╭─ Exercise data

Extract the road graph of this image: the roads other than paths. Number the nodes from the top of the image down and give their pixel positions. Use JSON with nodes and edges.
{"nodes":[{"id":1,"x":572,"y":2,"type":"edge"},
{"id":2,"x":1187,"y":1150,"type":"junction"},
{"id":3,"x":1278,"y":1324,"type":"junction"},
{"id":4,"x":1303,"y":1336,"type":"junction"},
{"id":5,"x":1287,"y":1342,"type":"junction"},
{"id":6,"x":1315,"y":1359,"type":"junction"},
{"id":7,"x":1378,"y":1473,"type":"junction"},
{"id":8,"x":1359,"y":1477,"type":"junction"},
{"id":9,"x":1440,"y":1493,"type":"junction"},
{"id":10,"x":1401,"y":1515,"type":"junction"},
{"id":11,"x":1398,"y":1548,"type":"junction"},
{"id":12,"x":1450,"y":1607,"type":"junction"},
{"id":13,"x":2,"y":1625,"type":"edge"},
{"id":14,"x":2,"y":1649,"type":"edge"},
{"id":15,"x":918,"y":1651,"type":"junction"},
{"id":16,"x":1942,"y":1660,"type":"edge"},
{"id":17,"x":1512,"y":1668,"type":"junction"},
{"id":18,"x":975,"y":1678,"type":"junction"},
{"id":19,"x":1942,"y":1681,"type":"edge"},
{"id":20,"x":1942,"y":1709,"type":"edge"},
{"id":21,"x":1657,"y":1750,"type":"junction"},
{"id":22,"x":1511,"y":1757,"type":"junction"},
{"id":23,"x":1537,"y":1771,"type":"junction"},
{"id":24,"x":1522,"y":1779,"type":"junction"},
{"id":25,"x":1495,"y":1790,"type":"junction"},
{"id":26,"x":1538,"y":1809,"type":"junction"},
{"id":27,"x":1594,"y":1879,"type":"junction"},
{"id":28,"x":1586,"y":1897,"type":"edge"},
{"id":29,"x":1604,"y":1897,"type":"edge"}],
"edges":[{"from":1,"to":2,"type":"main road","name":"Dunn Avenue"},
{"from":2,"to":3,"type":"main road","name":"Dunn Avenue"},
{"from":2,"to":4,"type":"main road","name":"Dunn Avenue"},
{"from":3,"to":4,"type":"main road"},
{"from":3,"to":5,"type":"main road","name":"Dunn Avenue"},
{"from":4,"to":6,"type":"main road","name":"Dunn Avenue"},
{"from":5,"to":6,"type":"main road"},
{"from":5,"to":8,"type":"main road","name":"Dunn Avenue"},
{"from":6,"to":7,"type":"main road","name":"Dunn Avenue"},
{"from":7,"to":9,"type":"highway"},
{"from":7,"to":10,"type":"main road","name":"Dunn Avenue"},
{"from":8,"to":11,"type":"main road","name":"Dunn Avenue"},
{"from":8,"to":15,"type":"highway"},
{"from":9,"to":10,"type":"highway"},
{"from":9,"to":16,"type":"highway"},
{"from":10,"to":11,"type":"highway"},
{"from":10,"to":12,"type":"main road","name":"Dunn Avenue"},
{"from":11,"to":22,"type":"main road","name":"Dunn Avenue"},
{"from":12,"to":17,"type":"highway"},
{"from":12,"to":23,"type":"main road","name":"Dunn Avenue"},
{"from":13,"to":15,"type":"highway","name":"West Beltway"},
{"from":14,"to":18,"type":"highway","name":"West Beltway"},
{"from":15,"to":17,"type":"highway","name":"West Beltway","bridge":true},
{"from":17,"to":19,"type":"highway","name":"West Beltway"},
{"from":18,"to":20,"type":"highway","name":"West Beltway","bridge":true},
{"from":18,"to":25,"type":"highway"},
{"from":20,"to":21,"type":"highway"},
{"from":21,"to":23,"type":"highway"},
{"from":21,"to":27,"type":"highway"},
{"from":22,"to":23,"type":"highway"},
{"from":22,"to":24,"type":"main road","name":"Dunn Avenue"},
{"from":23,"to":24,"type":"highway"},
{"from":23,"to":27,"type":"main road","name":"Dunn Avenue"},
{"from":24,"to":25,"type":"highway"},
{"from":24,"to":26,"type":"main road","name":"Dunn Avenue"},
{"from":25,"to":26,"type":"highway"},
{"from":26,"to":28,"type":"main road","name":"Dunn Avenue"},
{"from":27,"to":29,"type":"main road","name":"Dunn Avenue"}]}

╰─

The entries above are to be output exactly as they appear.

Extract the road graph of this image: the roads other than paths. Number the nodes from the top of the image down and give their pixel positions. Use JSON with nodes and edges.
{"nodes":[{"id":1,"x":572,"y":2,"type":"edge"},
{"id":2,"x":1187,"y":1150,"type":"junction"},
{"id":3,"x":1278,"y":1324,"type":"junction"},
{"id":4,"x":1303,"y":1336,"type":"junction"},
{"id":5,"x":1287,"y":1342,"type":"junction"},
{"id":6,"x":1315,"y":1359,"type":"junction"},
{"id":7,"x":1378,"y":1473,"type":"junction"},
{"id":8,"x":1359,"y":1477,"type":"junction"},
{"id":9,"x":1440,"y":1493,"type":"junction"},
{"id":10,"x":1401,"y":1515,"type":"junction"},
{"id":11,"x":1398,"y":1548,"type":"junction"},
{"id":12,"x":1450,"y":1607,"type":"junction"},
{"id":13,"x":2,"y":1625,"type":"edge"},
{"id":14,"x":2,"y":1649,"type":"edge"},
{"id":15,"x":918,"y":1651,"type":"junction"},
{"id":16,"x":1942,"y":1660,"type":"edge"},
{"id":17,"x":1512,"y":1668,"type":"junction"},
{"id":18,"x":975,"y":1678,"type":"junction"},
{"id":19,"x":1942,"y":1681,"type":"edge"},
{"id":20,"x":1942,"y":1709,"type":"edge"},
{"id":21,"x":1657,"y":1750,"type":"junction"},
{"id":22,"x":1511,"y":1757,"type":"junction"},
{"id":23,"x":1537,"y":1771,"type":"junction"},
{"id":24,"x":1522,"y":1779,"type":"junction"},
{"id":25,"x":1495,"y":1790,"type":"junction"},
{"id":26,"x":1538,"y":1809,"type":"junction"},
{"id":27,"x":1594,"y":1879,"type":"junction"},
{"id":28,"x":1586,"y":1897,"type":"edge"},
{"id":29,"x":1604,"y":1897,"type":"edge"}],
"edges":[{"from":1,"to":2,"type":"main road","name":"Dunn Avenue"},
{"from":2,"to":3,"type":"main road","name":"Dunn Avenue"},
{"from":2,"to":4,"type":"main road","name":"Dunn Avenue"},
{"from":3,"to":4,"type":"main road"},
{"from":3,"to":5,"type":"main road","name":"Dunn Avenue"},
{"from":4,"to":6,"type":"main road","name":"Dunn Avenue"},
{"from":5,"to":6,"type":"main road"},
{"from":5,"to":8,"type":"main road","name":"Dunn Avenue"},
{"from":6,"to":7,"type":"main road","name":"Dunn Avenue"},
{"from":7,"to":9,"type":"highway"},
{"from":7,"to":10,"type":"main road","name":"Dunn Avenue"},
{"from":8,"to":11,"type":"main road","name":"Dunn Avenue"},
{"from":8,"to":15,"type":"highway"},
{"from":9,"to":10,"type":"highway"},
{"from":9,"to":16,"type":"highway"},
{"from":10,"to":11,"type":"highway"},
{"from":10,"to":12,"type":"main road","name":"Dunn Avenue"},
{"from":11,"to":22,"type":"main road","name":"Dunn Avenue"},
{"from":12,"to":17,"type":"highway"},
{"from":12,"to":23,"type":"main road","name":"Dunn Avenue"},
{"from":13,"to":15,"type":"highway","name":"West Beltway"},
{"from":14,"to":18,"type":"highway","name":"West Beltway"},
{"from":15,"to":17,"type":"highway","name":"West Beltway","bridge":true},
{"from":17,"to":19,"type":"highway","name":"West Beltway"},
{"from":18,"to":20,"type":"highway","name":"West Beltway","bridge":true},
{"from":18,"to":25,"type":"highway"},
{"from":20,"to":21,"type":"highway"},
{"from":21,"to":23,"type":"highway"},
{"from":21,"to":27,"type":"highway"},
{"from":22,"to":23,"type":"highway"},
{"from":22,"to":24,"type":"main road","name":"Dunn Avenue"},
{"from":23,"to":24,"type":"highway"},
{"from":23,"to":27,"type":"main road","name":"Dunn Avenue"},
{"from":24,"to":25,"type":"highway"},
{"from":24,"to":26,"type":"main road","name":"Dunn Avenue"},
{"from":25,"to":26,"type":"highway"},
{"from":26,"to":28,"type":"main road","name":"Dunn Avenue"},
{"from":27,"to":29,"type":"main road","name":"Dunn Avenue"}]}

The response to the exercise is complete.